Мутации — это случайные изменения ДНК. Они могут произойти, например, за счет замены «буквы ДНК» — пары нуклеотидов (например, АТ заменяется на GC или наоборот), повторения существующей «буквы» (например, АТАТАТ вместо АТ) или перестановки «букв» в новое положение (на той же или другой хромосоме). Каждый ген обычно состоит из тысяч таких «букв», однако их точное число сильно варьирует. Например, на чело-
Ьеческой хромосоме 19 на миллион пар оснований приходится 23 гена, а на хромосоме 13 на то же число пар оснований — всего 5.

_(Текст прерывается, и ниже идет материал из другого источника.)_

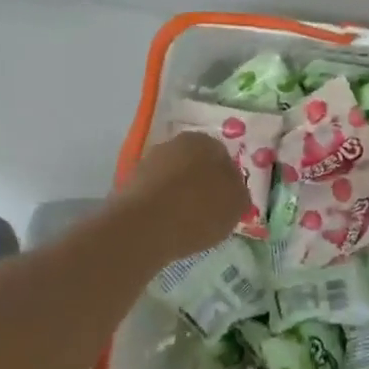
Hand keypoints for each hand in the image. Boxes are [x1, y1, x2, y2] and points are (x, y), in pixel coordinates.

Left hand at [118, 131, 248, 260]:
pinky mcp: (130, 182)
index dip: (228, 180)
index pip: (223, 156)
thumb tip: (233, 189)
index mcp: (206, 141)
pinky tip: (167, 224)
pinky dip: (162, 205)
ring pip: (173, 177)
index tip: (228, 201)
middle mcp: (176, 143)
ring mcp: (149, 161)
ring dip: (180, 193)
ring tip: (187, 222)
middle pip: (196, 164)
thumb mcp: (236, 205)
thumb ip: (239, 192)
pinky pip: (155, 193)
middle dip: (202, 183)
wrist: (144, 227)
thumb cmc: (199, 211)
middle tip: (209, 210)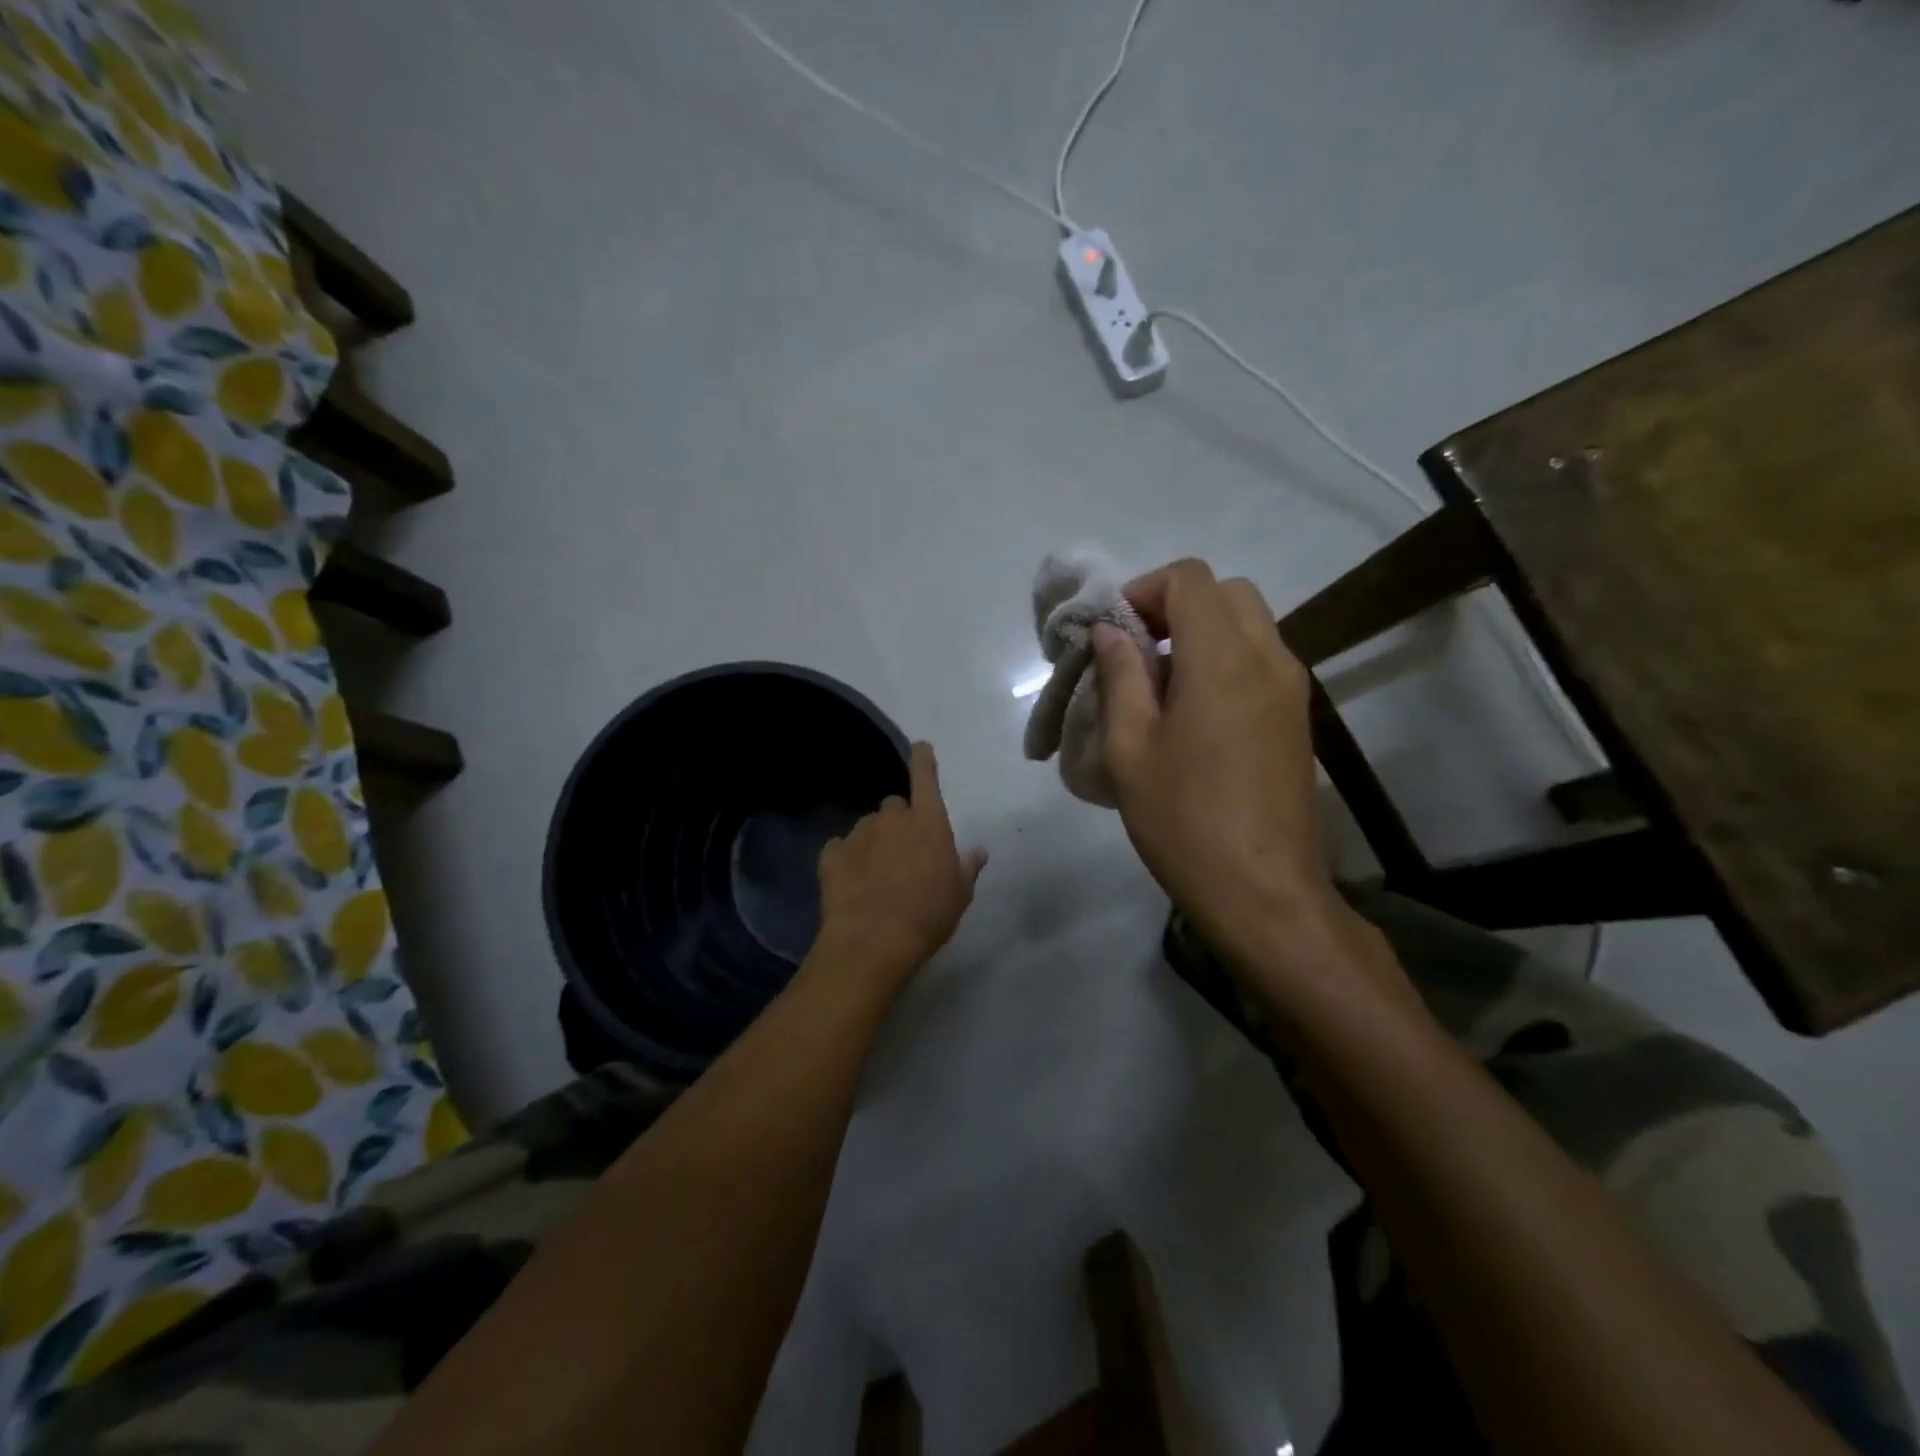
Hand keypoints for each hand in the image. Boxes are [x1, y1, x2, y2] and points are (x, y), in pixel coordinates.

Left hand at [815, 742, 986, 983]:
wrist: (872, 941)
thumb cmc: (927, 916)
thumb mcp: (959, 896)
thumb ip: (967, 867)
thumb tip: (978, 851)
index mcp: (929, 823)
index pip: (925, 778)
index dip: (923, 761)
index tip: (920, 748)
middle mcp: (893, 819)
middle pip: (895, 806)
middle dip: (898, 822)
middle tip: (902, 853)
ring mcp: (859, 833)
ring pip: (867, 827)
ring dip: (873, 842)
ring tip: (875, 875)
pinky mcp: (831, 854)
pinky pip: (840, 848)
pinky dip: (845, 859)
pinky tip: (850, 883)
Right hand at [1092, 559, 1340, 962]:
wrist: (1264, 893)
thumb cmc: (1184, 822)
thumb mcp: (1130, 749)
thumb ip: (1121, 677)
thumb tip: (1111, 632)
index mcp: (1224, 660)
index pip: (1191, 578)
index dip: (1144, 590)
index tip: (1114, 633)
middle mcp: (1270, 659)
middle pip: (1226, 592)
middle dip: (1174, 605)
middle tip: (1136, 652)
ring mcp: (1292, 689)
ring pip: (1249, 624)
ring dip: (1201, 633)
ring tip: (1159, 686)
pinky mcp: (1298, 718)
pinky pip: (1261, 660)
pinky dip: (1224, 660)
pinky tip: (1192, 714)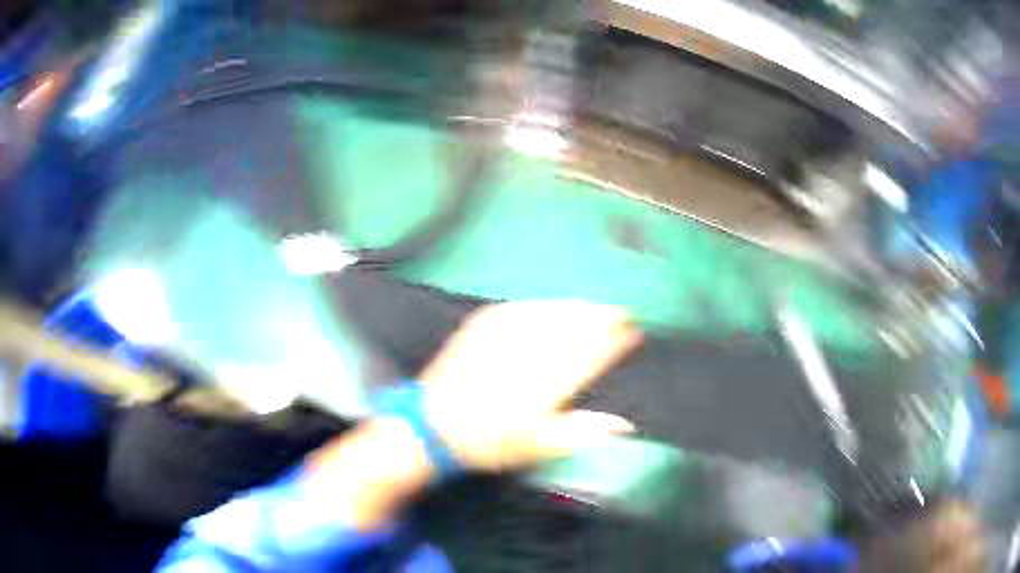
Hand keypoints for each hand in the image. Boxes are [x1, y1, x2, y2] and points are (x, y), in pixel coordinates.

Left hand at [420, 300, 641, 471]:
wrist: (433, 424)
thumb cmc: (490, 442)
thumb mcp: (539, 446)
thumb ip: (583, 432)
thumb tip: (624, 424)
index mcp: (548, 383)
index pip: (593, 353)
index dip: (616, 340)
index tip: (633, 332)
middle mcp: (531, 352)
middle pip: (576, 324)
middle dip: (603, 315)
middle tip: (621, 312)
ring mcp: (506, 334)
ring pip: (552, 310)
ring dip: (578, 306)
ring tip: (594, 307)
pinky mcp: (484, 323)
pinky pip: (523, 306)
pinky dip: (545, 304)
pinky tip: (553, 306)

Когда после расселения из Африки общая численность человеческой популяции резко возросла и, соответственно, в ней случился неизбежный всплеск новых мутаций, люди прошли через две эволюционные фазы. Сначала уровень мутаций был очень низким, так как в любом случае они обычно происходят с частотой меньше, чем одна на десять тысяч, а иногда и на миллиарды особей. При столь низком уровне мутаций большинство изменений бесследно исчезают, либо потому что понижают приспособленность несущего их индивида, либо по воле случая (дрейф генов), либо за счет сочетания этих двух механизмов. Однако если частота нового мутантного гена достигнет 30%, она, скорее всего, будет расти и дальше. В конце концов во второй фазе эволюции мутантная форма гена (мутантный аллель) может полностью вытеснить старую, конкурирующую форму того же гена (старый аллель). Есть еще одна возможность — сочетание двух аллелей у одной особи (которая тогда называется гетерозиготной по данному гену) оказывается более выгодным с точки зрения приспособленности, чем присутствие одного и того же аллеля (любого из двух) в двойном размере (такие особи называются гомозиготными). Тогда установится определенное равновесие между частотой мутантных и частотой «обычных» особей, но ни один из генов не вытеснит другой. Хрестоматийный пример — ген серповидно-клеточной анемии, распространенный в малярийных районах от Африки до Индии. Его присутствие «в двойном размере» приводит к развитию тяжелой анемии, часто с летальным исходом. Его отсутствие (то есть присутствие двух нормальных аллелей) приводит к высокому риску заболеть малярией. А вот гетерозиготное состояние (один аллель гена серповидно клеточной анемии и один «нормальный» аллель) защищает его носителя и от анемии серповидных клеток, и от малярии. В результате в малярийных районах частота обоих генов высока. Их относительное равновесие поддерживается давлением отбора по фактору устойчивости к малярии.